According to a study, in-office workers experience psychological safety the least when compared to hybrid and remote employees (see graphic). The study by Gi Group Holdings, an HR solutions and staffing firm, shared exclusively with TOI, says male employees feel psychologically safer than women.

“In a hybrid mode, employees can avail greater flexibility and work-life balance, so naturally they prefer these over a full work-from-office model. The aspect of being mandated to do something is likely to weigh on employees and make them feel psychologically less safe,” said Sonal Arora, country manager India, Gi Group Holding.

“Organisations that are truly inclusive are those that create an environment where individuals feel comfortable bringing their authentic selves to work. This requires providing a safe space not just physically, but also psychologically,” Vieshaka Dutta, director (diversity, equity and inclusion), India and Asia-Pacific, Publicis Sapient, said.

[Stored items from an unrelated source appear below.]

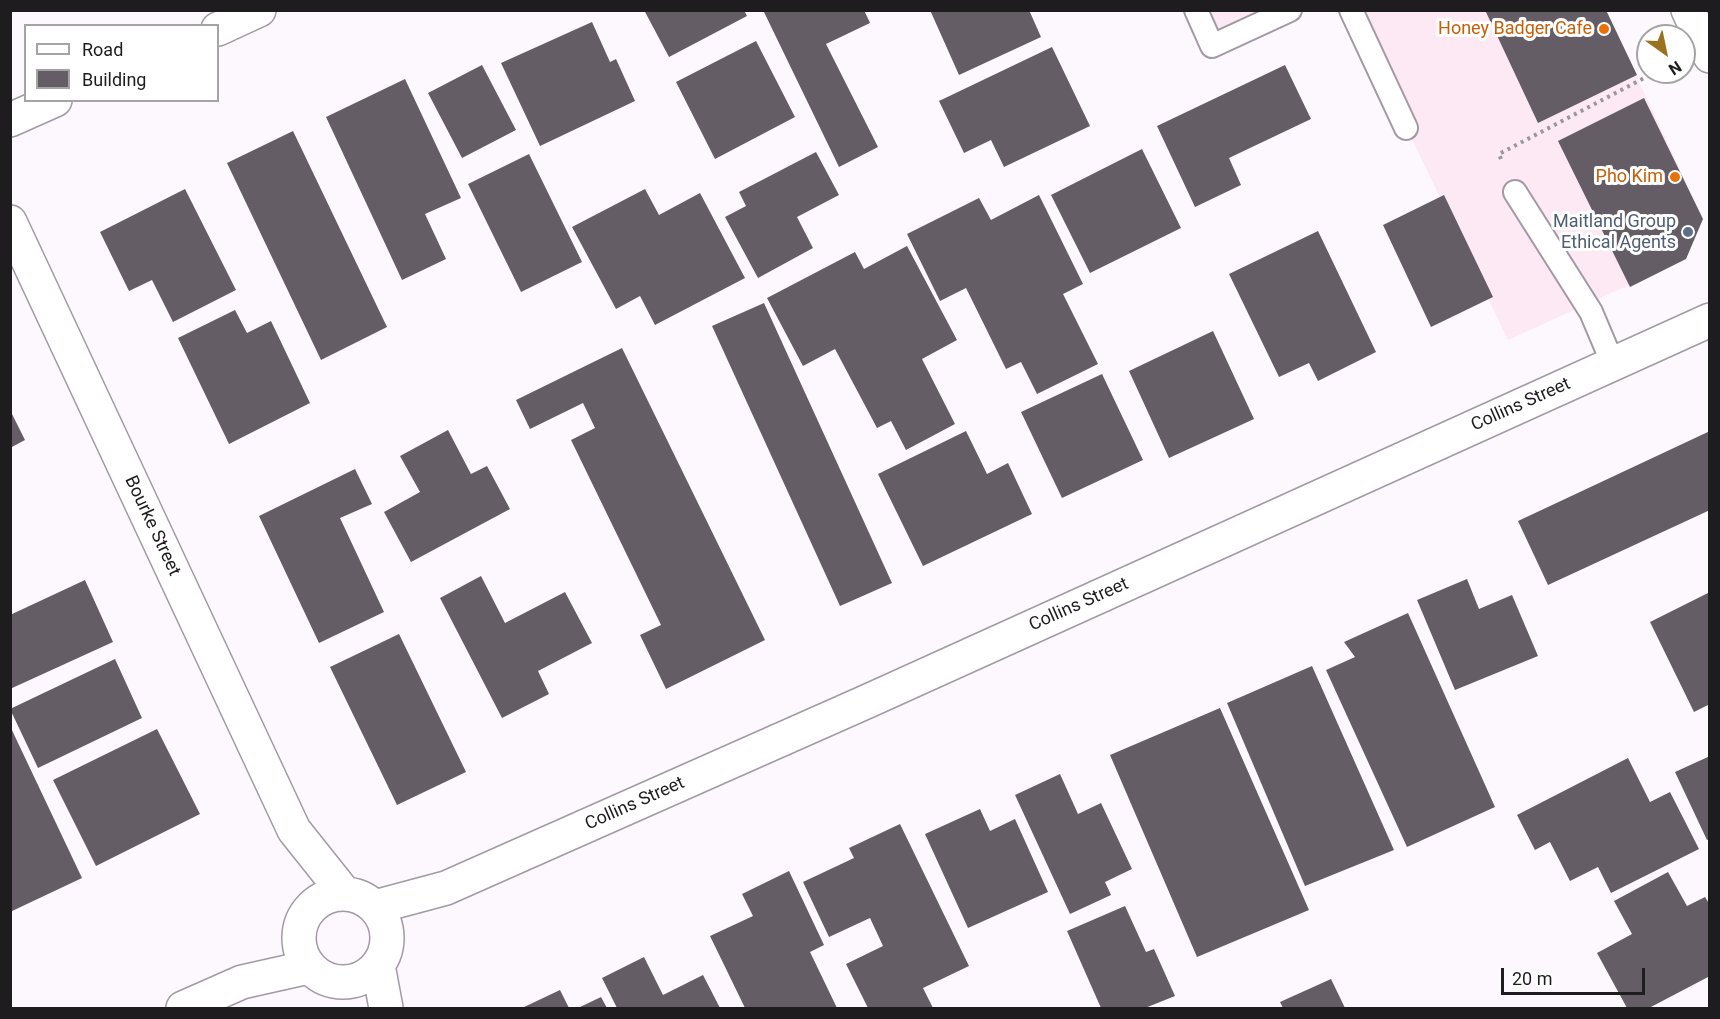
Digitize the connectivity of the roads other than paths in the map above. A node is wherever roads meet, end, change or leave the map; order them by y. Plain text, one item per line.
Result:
1 (259, 10) edge
2 (1196, 10) edge
3 (1290, 10) edge
4 (1351, 10) edge
5 (1688, 10) edge
6 (219, 29) edge
7 (1710, 56) edge
8 (50, 102) edge
9 (10, 120) edge
10 (1406, 128) dead end
11 (1515, 192) road end
12 (10, 222) edge
13 (1710, 320) edge
14 (1613, 364) junction
15 (294, 830) junction
16 (446, 888) junction
17 (345, 894) junction
18 (375, 907) junction
19 (309, 910) junction
20 (383, 951) junction
21 (304, 954) junction
22 (342, 982) junction
23 (183, 1008) edge
24 (364, 1008) edge
25 (386, 1008) edge

1 - 6 street
2 - 3 lane
4 - 10 lane
5 - 7 street
8 - 9 street
11 - 14 lane
12 - 15 street, Bourke Street
13 - 14 street, Collins Street
14 - 16 street, Collins Street
15 - 17 street, Bourke Street
15 - 19 street, Bourke Street
16 - 18 street, Collins Street
16 - 20 street, Collins Street
17 - 18 street
17 - 19 street
18 - 20 street
19 - 21 street
20 - 22 street
20 - 25 street
21 - 22 street
21 - 23 street
22 - 24 street

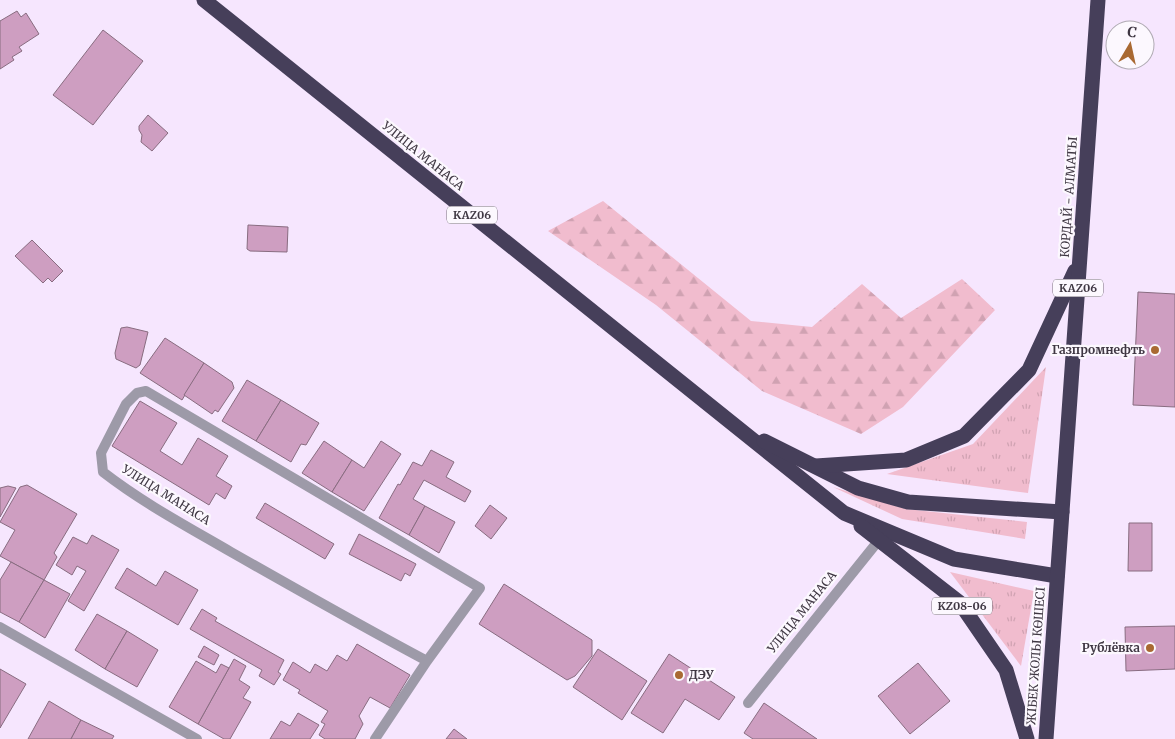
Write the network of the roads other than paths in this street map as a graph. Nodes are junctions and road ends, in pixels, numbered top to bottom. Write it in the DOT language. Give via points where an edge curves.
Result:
graph roads {
  1 [pos="204,0"];
  2 [pos="1098,0"];
  3 [pos="1080,261"];
  4 [pos="741,430"];
  5 [pos="816,466"];
  6 [pos="1062,512"];
  7 [pos="844,513"];
  8 [pos="878,540"];
  9 [pos="1057,576"];
  10 [pos="0,627"];
  11 [pos="427,662"];
  12 [pos="748,703"];
  13 [pos="197,739"];
  14 [pos="375,739"];
  15 [pos="1027,739"];
  16 [pos="1046,739"];
  1 -- 4 [label="highway, УЛИЦА МАНАСА / KAZ06"];
  2 -- 3 [label="highway, КОРДАЙ - АЛМАТЫ / KAZ06"];
  3 -- 5 [label="highway, KAZ06" via="1029,370 964,436 906,460"];
  3 -- 6 [label="highway, КОРДАЙ - АЛМАТЫ / KAZ06"];
  4 -- 5 [label="highway, KAZ06"];
  4 -- 7 [label="highway, KAZ06"];
  5 -- 6 [label="highway, KAZ06" via="858,488 908,502"];
  6 -- 9 [label="highway, КОРДАЙ - АЛМАТЫ / KAZ06"];
  7 -- 8 [label="highway, KZ08-06"];
  7 -- 9 [label="highway, KAZ06" via="954,559"];
  8 -- 12 [label="street, УЛИЦА МАНАСА"];
  8 -- 15 [label="highway, KZ08-06" via="960,603 1006,670"];
  9 -- 16 [label="highway, ЖІБЕК ЖОЛЫ КӨШЕСІ"];
  10 -- 13 [label="street"];
  11 -- 11 [label="street, УЛИЦА МАНАСА" via="184,525 102,472 101,452 126,404 137,393 146,391 480,588"];
  11 -- 14 [label="street"];
}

According to employers, workplace biases, misconduct, and frequent or abrupt absenteeism are the biggest red-flags that indicate a psychologically unsafe workplace. “People from traditionally disadvantaged and marginalised groups have a higher need for psychological safety. It is important to cultivate a culture with a diverse workforce because it allows us to gain holistic perspectives that lets us create an impact through our work not just for our clients, but the society at large,” Dutta said.

Arora said that women feel less psychologically safe than men because of workplace biases. “Another contributory factor is the significantly smaller percentage ofwomen in leadership ranks — it’s widely accepted that psychological safety improves with increase in women at the leadership roles in an organisation. It is the traditional hierarchical structure of most organisations where women in general tend to feel a little excluded and therefore less psychologically safe,” she said.

Arora added that while a positive and courteous tone of verbal communication and positive body language goes a long way in promoting psychological safety at work, it doesn’t mean that employees cannot be given negative feedback or held accountable for performance or their deliverables.

“It’s about how communication is done. In organisations where employees are treated professionally and respectfully, they feel more psychologically safe. On the other hand, if screaming or shouting at employees is an acceptable behaviour, then that not only leads to unhealthy stress but also is counterproductive from a business standpoint as employees then tend to become very transactional in their engagement with the organisation as well as their deliverables,” Arora said. K Raheja Corp hired its first transgender woman colleague about a year ago. K Raheja Corp CHRO Urvi Aradhya said: “We invested close to 2 years prior to that, simply sensitising our people to be good allies. This was important so that the LGBTQ+ colleague was meted with the best work experience, while prioritising her psychological well-being. ”

Many employers (47% of responses in the study) are willing to prioritise psychological safety in the next year. The study, which has been conducted on over 500 employers and over a 1,000 employee respondents across sectors and age groups, says both employees (74%) and employers (68%) believe that open communication, attitude of colleagues (48% employees and 66% employers’ opinion) promotes psychological safety along with policies addressing biases.